Todo giraba en mi cabeza mientras subía los tres escalones que me llevaban a la calle. Hacía frío, pero el calor interior era tan intenso que no me importaba. Me abracé a una farola con luz parpadeante y bajé la cabeza intentando recuperar la claridad. Dos lágrimas cayeron, una por cada mejilla, recordando a Federico y a Penélope. El alcohol me hace melancólico, pero también lloro en sobriedad. Pienso que los hombres que lloramos somos más humanos que aquellos incapaces de derramar una lágrima por nadie.
No soy descarnadamente sincero por profesión, sino por convicción. Compartir lágrimas facilita compartir alegrías. Por eso, no temo desnudar mi alma ante quien se despoja de prejuicios para mostrarme la suya. Dos almas expuestas simbolizan una unión auténtica, sin máscaras ni artificios. Tal vez ahora, al desnudar mi alma, comiencen las historias de amor, mostrando mi vulnerabilidad para que decidan si merezco o no ser herido. Tras el alma, llegan los besos. Los besos apasionados dan paso a otros casi imperceptibles, donde los labios apenas se rozan, se intuyen, se alejan y vuelven a encontrarse. Los besos unen almas, aceleran corazones y sellan amores. Una vez, una mujer puso mi mano sobre su pecho y sentí su corazón latir con fuerza, «Esto me pasa porque estoy contigo», me susurró.

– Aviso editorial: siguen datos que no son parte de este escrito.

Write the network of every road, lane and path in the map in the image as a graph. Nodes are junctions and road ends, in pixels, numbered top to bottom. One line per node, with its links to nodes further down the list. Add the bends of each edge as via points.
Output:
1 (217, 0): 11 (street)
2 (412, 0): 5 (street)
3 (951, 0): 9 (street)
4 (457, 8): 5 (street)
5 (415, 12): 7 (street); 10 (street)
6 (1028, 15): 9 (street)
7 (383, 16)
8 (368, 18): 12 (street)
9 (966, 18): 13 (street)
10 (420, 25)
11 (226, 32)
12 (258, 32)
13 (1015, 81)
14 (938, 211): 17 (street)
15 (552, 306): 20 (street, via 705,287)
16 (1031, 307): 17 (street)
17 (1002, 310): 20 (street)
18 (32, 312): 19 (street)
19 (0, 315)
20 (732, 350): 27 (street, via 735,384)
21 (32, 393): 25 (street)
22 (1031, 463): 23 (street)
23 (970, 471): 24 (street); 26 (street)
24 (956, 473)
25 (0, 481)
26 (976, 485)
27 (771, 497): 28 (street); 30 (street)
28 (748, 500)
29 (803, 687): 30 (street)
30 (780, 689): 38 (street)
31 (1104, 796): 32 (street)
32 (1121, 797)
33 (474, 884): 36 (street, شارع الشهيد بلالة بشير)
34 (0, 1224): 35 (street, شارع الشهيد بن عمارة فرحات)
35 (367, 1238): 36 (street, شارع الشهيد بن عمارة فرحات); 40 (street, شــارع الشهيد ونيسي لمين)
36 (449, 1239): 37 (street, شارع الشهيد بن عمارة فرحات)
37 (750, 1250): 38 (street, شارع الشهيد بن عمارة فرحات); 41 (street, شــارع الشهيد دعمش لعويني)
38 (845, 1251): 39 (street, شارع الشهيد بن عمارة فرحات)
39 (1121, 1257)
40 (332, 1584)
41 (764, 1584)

No entiendo el amor sin pasión; es mi vara de medir. No todos entienden esta poderosa mezcla de admiración, emoción, sinceridad, falta de vergüenza, pasión desbordante y palabras aún más intensas. «El amor, como un suspiro, no ocupa lugar pero lo llena todo»… esa declaración de amor, susurrada por una mujer mientras hacíamos el amor despacio en un viejo pero cómodo sofá, nunca la olvidaré. No olvido nunca lo que digo por amor y recuerdo con precisión todo lo que me dicen con amor. Por eso, mi libro de historias de mujeres es solo mío. En mi libro no hay nombres ni apellidos, solo personas, corazones, almas y sentimientos. Jamás amé a alguien que no compartiera sus lágrimas conmigo, porque tras el llanto llega la sonrisa serena y la mirada dulce. Soy ambicioso, exigente y me atraen las mujeres que son igual. No sé por qué recordé la historia de mi viejo amigo Federico y su querida Penélope, pero estoy seguro de que si dos personas se aman en tiempos difíciles, su amor será aún más fuerte en tiempos de madurez. Aquellos que comparten lágrimas se aferran con más fuerza a la alegría en tiempos de calma.